Once there was a king who wished to settle up all the debts owed to him by his slaves. When he began to total things up, he came across one slave who owed him ten thousand talents. This slave was brought to the king and when it was discovered that his debt was far beyond what he could ever pay, naturally, the king decided it would be best that the slave, his wife and children and all that they possessed be sold. But the slave fell on his knees before the king and begged, “have patience with me, and I will pay you everything.” Out of pity for him, the king released him and forgave all the debt. A great act of mercy and grace.
But then, when this slave went about his personal business, he came across another slave who owed him a hundred Denarii. The forgiven slave seized the man by the throat and told him “Pay what you owe me!” He fell down before the forgiven slave and pleaded with him “Please have patience with me and I will pay you!” But he refused the plea for mercy and threw him in prison until he would pay his debt.
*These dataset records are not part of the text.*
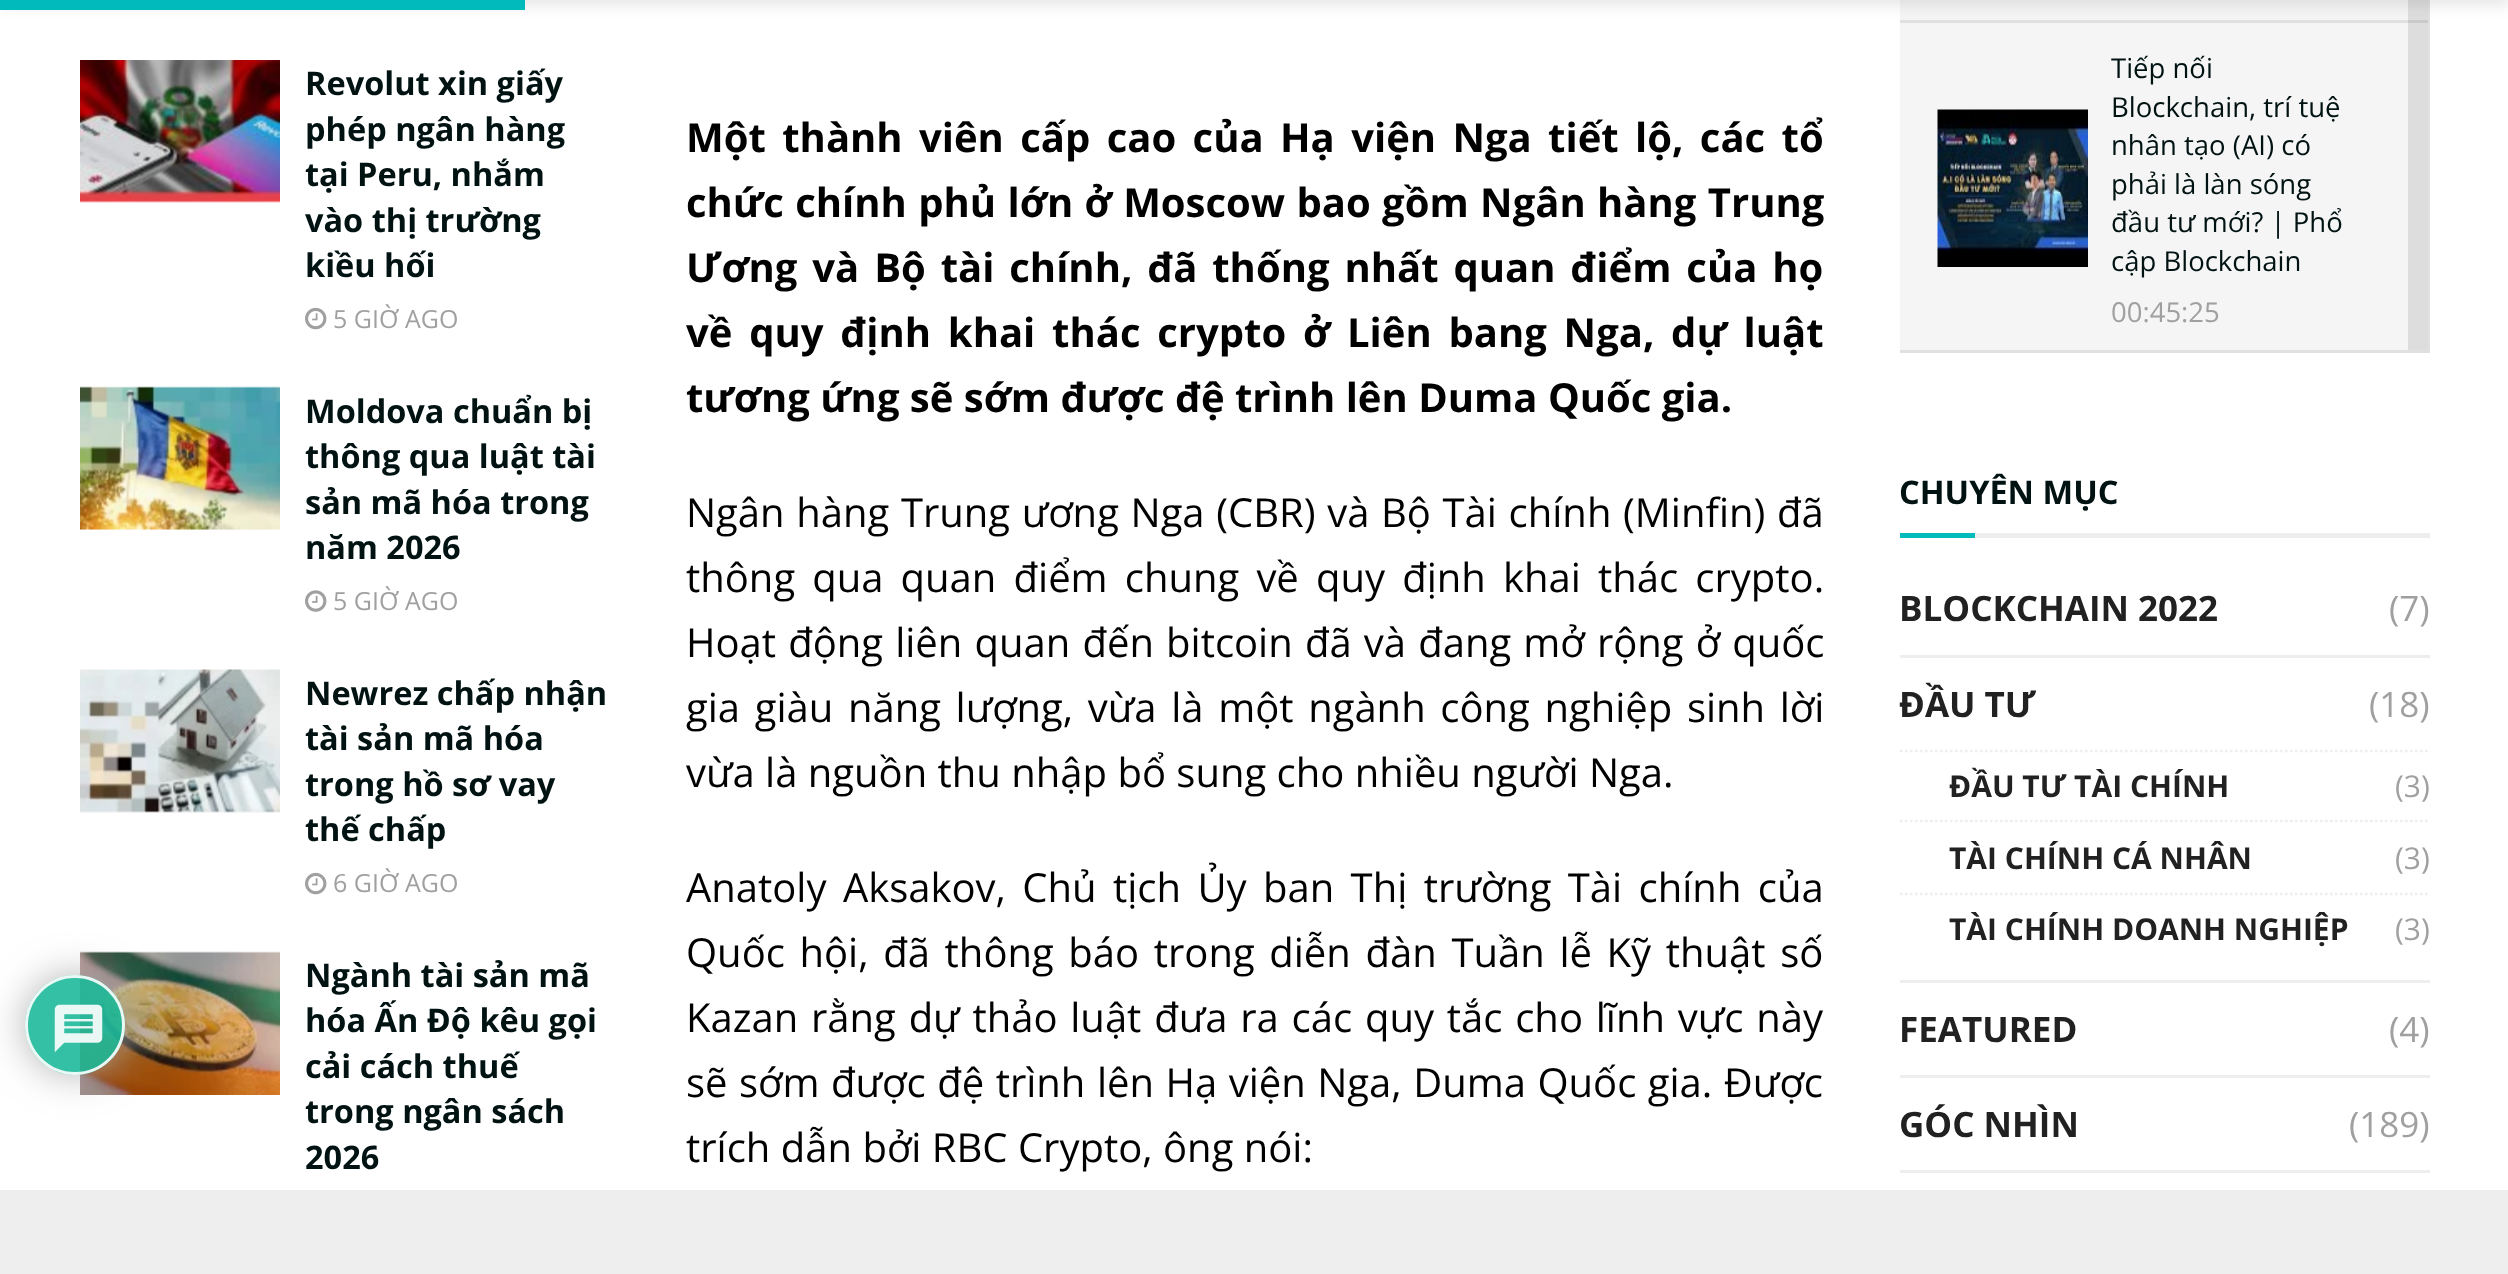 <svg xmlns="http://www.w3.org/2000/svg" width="2508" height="1274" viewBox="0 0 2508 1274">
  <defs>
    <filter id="blur1" x="-50%" y="-200%" width="200%" height="500%"><feGaussianBlur stdDeviation="7.5"/></filter>
    <clipPath id="clip1"><path d="M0 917H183V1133H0ZM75 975C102.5 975 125 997.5 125 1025C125 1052.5 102.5 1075 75 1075C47.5 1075 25 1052.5 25 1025C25 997.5 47.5 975 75 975Z" clip-rule="evenodd"/></clipPath>
    <filter id="blur2" x="-50%" y="-200%" width="200%" height="500%"><feGaussianBlur stdDeviation="19"/></filter>
  </defs>
  <rect width="100%" height="100%" fill="#ffffff"/>
  <rect x="1900" y="0" width="508" height="350" fill="#f5f5f5"/>
  <rect x="2408" y="0" width="20" height="350" fill="#dddddd"/>
  <rect x="2428" y="0" width="2" height="353" fill="#e0e0e0"/>
  <rect x="1900" y="20" width="508" height="3" fill="#e0e0e0"/>
  <rect x="2408" y="20" width="20" height="3" fill="#cacaca"/>
  <rect x="0" y="-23" width="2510" height="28" fill="#000000" fill-opacity="0.1" filter="url(#blur1)"/>
  <rect x="0" y="0" width="525" height="10" fill="#00babc"/>
  <rect x="80" y="952" width="200" height="1" fill="#fafafa"/>
  <image x="80" y="951" width="200" height="144" href="img7.png"/>
  <g clip-path="url(#clip1)">
    <rect x="25" y="975" width="100" height="100" rx="50" fill="#aaaaaa" fill-opacity="0.9" filter="url(#blur2)"/>
  </g>
  <circle cx="75" cy="1025" r="50" fill="#1db99a" fill-opacity="0.9"/>
  <circle cx="75" cy="1025" r="48.5" fill="none" stroke="#ffffff" stroke-opacity="0.9" stroke-width="3"/>
  <image x="54" y="1004" width="49" height="49" href="img1.png"/>
  <rect x="80" y="201" width="200" height="2" fill="#f7f7f7"/>
  <image x="80" y="60" width="200" height="143" href="img2.png"/>
  <text x="305" y="95" font-family="Open Sans" font-size="32.5" font-weight="bold" fill="#001212">Revolut xin giấy</text>
  <text x="305" y="141" font-family="Open Sans" font-size="32.5" font-weight="bold" fill="#001212">phép ngân hàng</text>
  <text x="305" y="186" font-family="Open Sans" font-size="32.5" font-weight="bold" fill="#001212">tại Peru, nhắm</text>
  <text x="305" y="232" font-family="Open Sans" font-size="32.5" font-weight="bold" fill="#001212">vào thị trường</text>
  <text x="305" y="277" font-family="Open Sans" font-size="32.5" font-weight="bold" fill="#001212">kiều hối</text>
  <image x="305" y="307" width="22" height="23" href="img3.png"/>
  <text x="333" y="328" font-family="Open Sans" font-size="25" fill="#a0a0a0">5 GIỜ AGO</text>
  <rect x="80" y="529" width="200" height="1" fill="#f7f7f7"/>
  <rect x="80" y="387" width="200" height="1" fill="#fafafa"/>
  <image x="80" y="386" width="200" height="144" href="img4.png"/>
  <text x="305" y="423" font-family="Open Sans" font-size="32.5" font-weight="bold" fill="#001212">Moldova chuẩn bị</text>
  <text x="305" y="468" font-family="Open Sans" font-size="32.5" font-weight="bold" fill="#001212">thông qua luật tài</text>
  <text x="305" y="514" font-family="Open Sans" font-size="32.5" font-weight="bold" fill="#001212">sản mã hóa trong</text>
  <text x="305" y="559" font-family="Open Sans" font-size="32.5" font-weight="bold" fill="#001212">năm 2026</text>
  <image x="305" y="590" width="22" height="22" href="img5.png"/>
  <text x="333" y="610" font-family="Open Sans" font-size="25" fill="#a0a0a0">5 GIỜ AGO</text>
  <rect x="80" y="811" width="200" height="2" fill="#f7f7f7"/>
  <image x="80" y="669" width="200" height="144" href="img6.png"/>
  <text x="305" y="705" font-family="Open Sans" font-size="32.5" font-weight="bold" fill="#001212">Newrez chấp nhận</text>
  <text x="305" y="750" font-family="Open Sans" font-size="32.5" font-weight="bold" fill="#001212">tài sản mã hóa</text>
  <text x="305" y="796" font-family="Open Sans" font-size="32.5" font-weight="bold" fill="#001212">trong hồ sơ vay</text>
  <text x="305" y="841" font-family="Open Sans" font-size="32.5" font-weight="bold" fill="#001212">thế chấp</text>
  <image x="305" y="872" width="22" height="23" href="img3.png"/>
  <text x="333" y="892" font-family="Open Sans" font-size="25" fill="#a0a0a0">6 GIỜ AGO</text>
  <text x="305" y="987" font-family="Open Sans" font-size="32.5" font-weight="bold" fill="#001212">Ngành tài sản mã</text>
  <text x="305" y="1032" font-family="Open Sans" font-size="32.5" font-weight="bold" fill="#001212">hóa Ấn Độ kêu gọi</text>
  <text x="305" y="1078" font-family="Open Sans" font-size="32.5" font-weight="bold" fill="#001212">cải cách thuế</text>
  <text x="305" y="1123" font-family="Open Sans" font-size="32.5" font-weight="bold" fill="#001212">trong ngân sách</text>
  <text x="305" y="1169" font-family="Open Sans" font-size="32.5" font-weight="bold" fill="#001212">2026</text>
  <text x="686" y="152" word-spacing="6" font-family="Open Sans" font-size="40" font-weight="bold" fill="#000000">Một thành viên cấp cao của Hạ viện Nga tiết lộ, các tổ</text>
  <text x="686" y="217" word-spacing="1" font-family="Open Sans" font-size="40" font-weight="bold" fill="#000000">chức chính phủ lớn ở Moscow bao gồm Ngân hàng Trung</text>
  <text x="686" y="282" word-spacing="4.5" font-family="Open Sans" font-size="40" font-weight="bold" fill="#000000">Ương và Bộ tài chính, đã thống nhất quan điểm của họ</text>
  <text x="686" y="347" word-spacing="6.4" font-family="Open Sans" font-size="40" font-weight="bold" fill="#000000">về quy định khai thác crypto ở Liên bang Nga, dự luật</text>
  <text x="686" y="412" font-family="Open Sans" font-size="40" font-weight="bold" fill="#000000">tương ứng sẽ sớm được đệ trình lên Duma Quốc gia.</text>
  <text x="686" y="527" word-spacing="1.25" font-family="Open Sans" font-size="40" fill="#000000">Ngân hàng Trung ương Nga (CBR) và Bộ Tài chính (Minfin) đã</text>
  <text x="686" y="592" word-spacing="6.75" font-family="Open Sans" font-size="40" fill="#000000">thông qua quan điểm chung về quy định khai thác crypto.</text>
  <text x="686" y="657" word-spacing="1.75" font-family="Open Sans" font-size="40" fill="#000000">Hoạt động liên quan đến bitcoin đã và đang mở rộng ở quốc</text>
  <text x="686" y="722" word-spacing="4.25" font-family="Open Sans" font-size="40" fill="#000000">gia giàu năng lượng, vừa là một ngành công nghiệp sinh lời</text>
  <text x="686" y="787" font-family="Open Sans" font-size="40" fill="#000000">vừa là nguồn thu nhập bổ sung cho nhiều người Nga.</text>
  <text x="686" y="902" word-spacing="6" font-family="Open Sans" font-size="40" fill="#000000">Anatoly Aksakov, Chủ tịch Ủy ban Thị trường Tài chính của</text>
  <text x="686" y="967" word-spacing="4.25" font-family="Open Sans" font-size="40" fill="#000000">Quốc hội, đã thông báo trong diễn đàn Tuần lễ Kỹ thuật số</text>
  <text x="686" y="1032" word-spacing="2.4" font-family="Open Sans" font-size="40" fill="#000000">Kazan rằng dự thảo luật đưa ra các quy tắc cho lĩnh vực này</text>
  <text x="686" y="1097" word-spacing="1.1" font-family="Open Sans" font-size="40" fill="#000000">sẽ sớm được đệ trình lên Hạ viện Nga, Duma Quốc gia. Được</text>
  <text x="686" y="1162" font-family="Open Sans" font-size="40" fill="#000000">trích dẫn bởi RBC Crypto, ông nói:</text>
  <rect x="1900" y="350" width="530" height="3" fill="#e0e0e0"/>
  <image x="1937" y="109" width="151" height="158" href="img8.png"/>
  <text x="2111" y="78" font-family="Open Sans" font-size="27.5" fill="#001212">Tiếp nối</text>
  <text x="2111" y="117" font-family="Open Sans" font-size="27.5" fill="#001212">Blockchain, trí tuệ</text>
  <text x="2111" y="155" font-family="Open Sans" font-size="27.5" fill="#001212">nhân tạo (AI) có</text>
  <text x="2111" y="194" font-family="Open Sans" font-size="27.5" fill="#001212">phải là làn sóng</text>
  <text x="2111" y="232" font-family="Open Sans" font-size="27.5" fill="#001212">đầu tư mới? | Phổ</text>
  <text x="2111" y="271" font-family="Open Sans" font-size="27.5" fill="#001212">cập Blockchain</text>
  <text x="2111" y="322" font-family="Open Sans" font-size="27.5" fill="#a0a0a0">00:45:25</text>
  <rect x="1975" y="533" width="455" height="5" fill="#eeeeee"/>
  <text x="1899" y="504" font-family="Open Sans" font-size="32.5" font-weight="bold" fill="#001212">CHUYÊN MỤC</text>
  <rect x="1900" y="533" width="75" height="5" fill="#00babc"/>
  <text x="1899" y="621" font-family="Open Sans" font-size="35" font-weight="bold" fill="#212121">BLOCKCHAIN 2022</text>
  <text x="2389" y="621" font-family="Open Sans" font-size="35" fill="#a0a0a0">(7)</text>
  <rect x="1900" y="655" width="530" height="3" fill="#eeeeee"/>
  <text x="1899" y="717" font-family="Open Sans" font-size="35" font-weight="bold" fill="#212121">ĐẦU TƯ</text>
  <text x="2369" y="717" font-family="Open Sans" font-size="35" fill="#a0a0a0">(18)</text>
  <path d="M1900 751H2430" fill="none" stroke="#eeeeee" stroke-width="2.5" stroke-dasharray="2.5 2.5"/>
  <text x="1949" y="797" font-family="Open Sans" font-size="30" font-weight="bold" fill="#212121">ĐẦU TƯ TÀI CHÍNH</text>
  <text x="2395" y="797" font-family="Open Sans" font-size="30" fill="#a0a0a0">(3)</text>
  <path d="M1900 821H2430" fill="none" stroke="#eeeeee" stroke-width="2.5" stroke-dasharray="2.5 2.5"/>
  <text x="1949" y="869" font-family="Open Sans" font-size="30" font-weight="bold" fill="#212121">TÀI CHÍNH CÁ NHÂN</text>
  <text x="2395" y="869" font-family="Open Sans" font-size="30" fill="#a0a0a0">(3)</text>
  <path d="M1900 894H2430" fill="none" stroke="#eeeeee" stroke-width="2.5" stroke-dasharray="2.5 2.5"/>
  <text x="1949" y="940" font-family="Open Sans" font-size="30" font-weight="bold" fill="#212121">TÀI CHÍNH DOANH NGHIỆP</text>
  <text x="2395" y="940" font-family="Open Sans" font-size="30" fill="#a0a0a0">(3)</text>
  <rect x="1900" y="980" width="530" height="3" fill="#eeeeee"/>
  <text x="1899" y="1042" font-family="Open Sans" font-size="35" font-weight="bold" fill="#212121">FEATURED</text>
  <text x="2389" y="1042" font-family="Open Sans" font-size="35" fill="#a0a0a0">(4)</text>
  <rect x="1900" y="1075" width="530" height="3" fill="#eeeeee"/>
  <text x="1899" y="1137" font-family="Open Sans" font-size="35" font-weight="bold" fill="#212121">GÓC NHÌN</text>
  <text x="2349" y="1137" font-family="Open Sans" font-size="35" fill="#a0a0a0">(189)</text>
  <rect x="1900" y="1170" width="530" height="3" fill="#eeeeee"/>
  <rect x="0" y="1190" width="2508" height="84" fill="#eeeeee"/>
</svg>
When all the other slaves saw what had happened, they were very upset and went to the king to tell him what the forgiven slave had done. The king summoned the slave he had forgiven and told him, ‘I forgave you all the debt because you pleaded with me. Shouldn’t you have done the same for your fellow slave, showing him mercy as I showed you?’ In his anger the king imprisoned the slave he had forgiven until he could pay his debt.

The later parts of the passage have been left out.